_Task brief:_ What you return should match the data exactly, from the first line to the last.

(Data for analysis begins)

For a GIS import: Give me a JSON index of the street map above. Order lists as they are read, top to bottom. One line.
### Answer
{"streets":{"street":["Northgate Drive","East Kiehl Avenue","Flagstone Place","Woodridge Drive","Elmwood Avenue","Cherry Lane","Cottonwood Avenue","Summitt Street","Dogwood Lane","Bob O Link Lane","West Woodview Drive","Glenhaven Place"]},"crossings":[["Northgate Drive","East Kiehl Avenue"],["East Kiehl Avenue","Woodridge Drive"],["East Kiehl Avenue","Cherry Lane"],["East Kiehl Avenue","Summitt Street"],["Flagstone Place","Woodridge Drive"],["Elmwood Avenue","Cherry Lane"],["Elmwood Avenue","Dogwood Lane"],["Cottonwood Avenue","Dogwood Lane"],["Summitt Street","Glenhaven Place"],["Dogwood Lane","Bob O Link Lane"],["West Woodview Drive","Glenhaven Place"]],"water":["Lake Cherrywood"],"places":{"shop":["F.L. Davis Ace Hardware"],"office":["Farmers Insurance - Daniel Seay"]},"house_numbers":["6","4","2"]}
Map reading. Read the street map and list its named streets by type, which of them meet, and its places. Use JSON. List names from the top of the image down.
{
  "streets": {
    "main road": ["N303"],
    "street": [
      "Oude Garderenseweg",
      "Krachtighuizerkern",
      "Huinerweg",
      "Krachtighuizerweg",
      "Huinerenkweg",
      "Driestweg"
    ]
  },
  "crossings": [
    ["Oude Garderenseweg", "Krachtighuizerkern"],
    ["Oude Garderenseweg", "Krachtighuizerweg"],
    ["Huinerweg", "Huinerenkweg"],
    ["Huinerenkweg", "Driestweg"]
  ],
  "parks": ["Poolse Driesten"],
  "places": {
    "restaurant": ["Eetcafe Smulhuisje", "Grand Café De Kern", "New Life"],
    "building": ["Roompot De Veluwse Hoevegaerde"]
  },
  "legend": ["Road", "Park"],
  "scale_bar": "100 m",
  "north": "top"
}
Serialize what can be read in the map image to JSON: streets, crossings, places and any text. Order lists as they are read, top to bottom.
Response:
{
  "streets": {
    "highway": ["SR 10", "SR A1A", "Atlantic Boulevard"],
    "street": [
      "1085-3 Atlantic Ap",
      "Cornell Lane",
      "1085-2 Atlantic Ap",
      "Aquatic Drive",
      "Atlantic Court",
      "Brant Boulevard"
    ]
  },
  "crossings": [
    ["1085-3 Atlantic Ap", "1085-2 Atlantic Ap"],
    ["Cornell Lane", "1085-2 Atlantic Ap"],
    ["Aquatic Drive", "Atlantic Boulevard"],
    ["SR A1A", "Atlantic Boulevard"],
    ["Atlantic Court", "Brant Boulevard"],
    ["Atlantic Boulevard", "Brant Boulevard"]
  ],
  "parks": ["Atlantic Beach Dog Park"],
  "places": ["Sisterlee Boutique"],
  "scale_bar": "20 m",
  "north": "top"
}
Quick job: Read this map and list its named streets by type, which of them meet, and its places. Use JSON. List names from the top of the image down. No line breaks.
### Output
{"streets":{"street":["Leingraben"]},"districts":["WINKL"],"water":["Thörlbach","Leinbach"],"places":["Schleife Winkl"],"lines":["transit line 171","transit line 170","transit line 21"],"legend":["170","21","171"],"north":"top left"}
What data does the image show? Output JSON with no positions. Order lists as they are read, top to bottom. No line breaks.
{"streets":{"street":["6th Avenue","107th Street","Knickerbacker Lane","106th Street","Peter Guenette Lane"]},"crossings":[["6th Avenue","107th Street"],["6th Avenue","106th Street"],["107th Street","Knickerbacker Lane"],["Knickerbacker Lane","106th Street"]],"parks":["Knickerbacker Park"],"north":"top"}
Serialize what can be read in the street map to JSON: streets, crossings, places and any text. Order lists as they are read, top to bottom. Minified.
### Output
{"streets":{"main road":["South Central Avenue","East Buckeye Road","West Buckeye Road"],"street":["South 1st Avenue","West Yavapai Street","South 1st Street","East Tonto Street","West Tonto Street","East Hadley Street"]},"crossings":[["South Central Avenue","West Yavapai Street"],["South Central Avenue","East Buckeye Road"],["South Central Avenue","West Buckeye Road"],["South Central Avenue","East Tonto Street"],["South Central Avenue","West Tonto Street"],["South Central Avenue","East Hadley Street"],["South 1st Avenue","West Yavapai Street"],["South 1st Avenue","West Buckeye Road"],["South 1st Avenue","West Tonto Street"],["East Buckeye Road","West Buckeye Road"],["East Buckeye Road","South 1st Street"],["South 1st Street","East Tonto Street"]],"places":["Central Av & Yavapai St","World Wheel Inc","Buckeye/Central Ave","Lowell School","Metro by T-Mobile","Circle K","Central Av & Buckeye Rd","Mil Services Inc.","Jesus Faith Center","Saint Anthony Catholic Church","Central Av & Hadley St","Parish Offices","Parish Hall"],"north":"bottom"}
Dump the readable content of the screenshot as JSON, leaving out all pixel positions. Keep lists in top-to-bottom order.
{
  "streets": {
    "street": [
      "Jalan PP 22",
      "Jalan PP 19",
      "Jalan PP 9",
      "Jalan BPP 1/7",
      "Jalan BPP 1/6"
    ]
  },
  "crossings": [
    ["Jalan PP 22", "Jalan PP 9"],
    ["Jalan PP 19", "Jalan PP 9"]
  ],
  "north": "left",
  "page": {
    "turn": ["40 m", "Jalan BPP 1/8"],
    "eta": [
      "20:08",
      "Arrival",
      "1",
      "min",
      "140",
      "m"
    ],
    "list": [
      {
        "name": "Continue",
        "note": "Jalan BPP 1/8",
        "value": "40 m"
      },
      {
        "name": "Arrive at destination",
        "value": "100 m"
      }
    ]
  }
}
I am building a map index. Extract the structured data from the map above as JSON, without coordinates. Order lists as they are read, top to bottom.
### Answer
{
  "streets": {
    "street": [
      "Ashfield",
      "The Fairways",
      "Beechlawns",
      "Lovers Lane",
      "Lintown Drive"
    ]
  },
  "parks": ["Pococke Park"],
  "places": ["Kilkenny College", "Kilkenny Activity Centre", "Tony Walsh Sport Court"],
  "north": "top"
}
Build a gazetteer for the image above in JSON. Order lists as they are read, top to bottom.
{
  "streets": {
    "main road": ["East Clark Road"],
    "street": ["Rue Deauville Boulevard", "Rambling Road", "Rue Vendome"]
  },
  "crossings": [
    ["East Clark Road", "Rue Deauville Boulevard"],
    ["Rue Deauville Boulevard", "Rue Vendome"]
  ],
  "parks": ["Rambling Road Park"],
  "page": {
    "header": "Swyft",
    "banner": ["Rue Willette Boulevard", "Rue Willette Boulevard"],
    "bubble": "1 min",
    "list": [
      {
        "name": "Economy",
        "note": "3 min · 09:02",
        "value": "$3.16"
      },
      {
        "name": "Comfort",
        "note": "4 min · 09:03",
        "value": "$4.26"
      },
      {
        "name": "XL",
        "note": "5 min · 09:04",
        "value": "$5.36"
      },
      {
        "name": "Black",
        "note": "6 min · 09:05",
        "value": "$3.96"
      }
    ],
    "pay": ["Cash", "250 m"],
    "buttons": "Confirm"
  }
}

(Data for analysis ends)

_Result for this exercise:_
For a GIS import: Give me a JSON index of the street map above. Order lists as they are read, top to bottom. One line.
### Answer
{"streets":{"street":["Northgate Drive","East Kiehl Avenue","Flagstone Place","Woodridge Drive","Elmwood Avenue","Cherry Lane","Cottonwood Avenue","Summitt Street","Dogwood Lane","Bob O Link Lane","West Woodview Drive","Glenhaven Place"]},"crossings":[["Northgate Drive","East Kiehl Avenue"],["East Kiehl Avenue","Woodridge Drive"],["East Kiehl Avenue","Cherry Lane"],["East Kiehl Avenue","Summitt Street"],["Flagstone Place","Woodridge Drive"],["Elmwood Avenue","Cherry Lane"],["Elmwood Avenue","Dogwood Lane"],["Cottonwood Avenue","Dogwood Lane"],["Summitt Street","Glenhaven Place"],["Dogwood Lane","Bob O Link Lane"],["West Woodview Drive","Glenhaven Place"]],"water":["Lake Cherrywood"],"places":{"shop":["F.L. Davis Ace Hardware"],"office":["Farmers Insurance - Daniel Seay"]},"house_numbers":["6","4","2"]}
Map reading. Read the street map and list its named streets by type, which of them meet, and its places. Use JSON. List names from the top of the image down.
{
  "streets": {
    "main road": ["N303"],
    "street": [
      "Oude Garderenseweg",
      "Krachtighuizerkern",
      "Huinerweg",
      "Krachtighuizerweg",
      "Huinerenkweg",
      "Driestweg"
    ]
  },
  "crossings": [
    ["Oude Garderenseweg", "Krachtighuizerkern"],
    ["Oude Garderenseweg", "Krachtighuizerweg"],
    ["Huinerweg", "Huinerenkweg"],
    ["Huinerenkweg", "Driestweg"]
  ],
  "parks": ["Poolse Driesten"],
  "places": {
    "restaurant": ["Eetcafe Smulhuisje", "Grand Café De Kern", "New Life"],
    "building": ["Roompot De Veluwse Hoevegaerde"]
  },
  "legend": ["Road", "Park"],
  "scale_bar": "100 m",
  "north": "top"
}
Serialize what can be read in the map image to JSON: streets, crossings, places and any text. Order lists as they are read, top to bottom.
Response:
{
  "streets": {
    "highway": ["SR 10", "SR A1A", "Atlantic Boulevard"],
    "street": [
      "1085-3 Atlantic Ap",
      "Cornell Lane",
      "1085-2 Atlantic Ap",
      "Aquatic Drive",
      "Atlantic Court",
      "Brant Boulevard"
    ]
  },
  "crossings": [
    ["1085-3 Atlantic Ap", "1085-2 Atlantic Ap"],
    ["Cornell Lane", "1085-2 Atlantic Ap"],
    ["Aquatic Drive", "Atlantic Boulevard"],
    ["SR A1A", "Atlantic Boulevard"],
    ["Atlantic Court", "Brant Boulevard"],
    ["Atlantic Boulevard", "Brant Boulevard"]
  ],
  "parks": ["Atlantic Beach Dog Park"],
  "places": ["Sisterlee Boutique"],
  "scale_bar": "20 m",
  "north": "top"
}
Quick job: Read this map and list its named streets by type, which of them meet, and its places. Use JSON. List names from the top of the image down. No line breaks.
### Output
{"streets":{"street":["Leingraben"]},"districts":["WINKL"],"water":["Thörlbach","Leinbach"],"places":["Schleife Winkl"],"lines":["transit line 171","transit line 170","transit line 21"],"legend":["170","21","171"],"north":"top left"}
What data does the image show? Output JSON with no positions. Order lists as they are read, top to bottom. No line breaks.
{"streets":{"street":["6th Avenue","107th Street","Knickerbacker Lane","106th Street","Peter Guenette Lane"]},"crossings":[["6th Avenue","107th Street"],["6th Avenue","106th Street"],["107th Street","Knickerbacker Lane"],["Knickerbacker Lane","106th Street"]],"parks":["Knickerbacker Park"],"north":"top"}
Serialize what can be read in the street map to JSON: streets, crossings, places and any text. Order lists as they are read, top to bottom. Minified.
### Output
{"streets":{"main road":["South Central Avenue","East Buckeye Road","West Buckeye Road"],"street":["South 1st Avenue","West Yavapai Street","South 1st Street","East Tonto Street","West Tonto Street","East Hadley Street"]},"crossings":[["South Central Avenue","West Yavapai Street"],["South Central Avenue","East Buckeye Road"],["South Central Avenue","West Buckeye Road"],["South Central Avenue","East Tonto Street"],["South Central Avenue","West Tonto Street"],["South Central Avenue","East Hadley Street"],["South 1st Avenue","West Yavapai Street"],["South 1st Avenue","West Buckeye Road"],["South 1st Avenue","West Tonto Street"],["East Buckeye Road","West Buckeye Road"],["East Buckeye Road","South 1st Street"],["South 1st Street","East Tonto Street"]],"places":["Central Av & Yavapai St","World Wheel Inc","Buckeye/Central Ave","Lowell School","Metro by T-Mobile","Circle K","Central Av & Buckeye Rd","Mil Services Inc.","Jesus Faith Center","Saint Anthony Catholic Church","Central Av & Hadley St","Parish Offices","Parish Hall"],"north":"bottom"}
Dump the readable content of the screenshot as JSON, leaving out all pixel positions. Keep lists in top-to-bottom order.
{
  "streets": {
    "street": [
      "Jalan PP 22",
      "Jalan PP 19",
      "Jalan PP 9",
      "Jalan BPP 1/7",
      "Jalan BPP 1/6"
    ]
  },
  "crossings": [
    ["Jalan PP 22", "Jalan PP 9"],
    ["Jalan PP 19", "Jalan PP 9"]
  ],
  "north": "left",
  "page": {
    "turn": ["40 m", "Jalan BPP 1/8"],
    "eta": [
      "20:08",
      "Arrival",
      "1",
      "min",
      "140",
      "m"
    ],
    "list": [
      {
        "name": "Continue",
        "note": "Jalan BPP 1/8",
        "value": "40 m"
      },
      {
        "name": "Arrive at destination",
        "value": "100 m"
      }
    ]
  }
}
I am building a map index. Extract the structured data from the map above as JSON, without coordinates. Order lists as they are read, top to bottom.
### Answer
{
  "streets": {
    "street": [
      "Ashfield",
      "The Fairways",
      "Beechlawns",
      "Lovers Lane",
      "Lintown Drive"
    ]
  },
  "parks": ["Pococke Park"],
  "places": ["Kilkenny College", "Kilkenny Activity Centre", "Tony Walsh Sport Court"],
  "north": "top"
}
Build a gazetteer for the image above in JSON. Order lists as they are read, top to bottom.
{
  "streets": {
    "main road": ["East Clark Road"],
    "street": ["Rue Deauville Boulevard", "Rambling Road", "Rue Vendome"]
  },
  "crossings": [
    ["East Clark Road", "Rue Deauville Boulevard"],
    ["Rue Deauville Boulevard", "Rue Vendome"]
  ],
  "parks": ["Rambling Road Park"],
  "page": {
    "header": "Swyft",
    "banner": ["Rue Willette Boulevard", "Rue Willette Boulevard"],
    "bubble": "1 min",
    "list": [
      {
        "name": "Economy",
        "note": "3 min · 09:02",
        "value": "$3.16"
      },
      {
        "name": "Comfort",
        "note": "4 min · 09:03",
        "value": "$4.26"
      },
      {
        "name": "XL",
        "note": "5 min · 09:04",
        "value": "$5.36"
      },
      {
        "name": "Black",
        "note": "6 min · 09:05",
        "value": "$3.96"
      }
    ],
    "pay": ["Cash", "250 m"],
    "buttons": "Confirm"
  }
}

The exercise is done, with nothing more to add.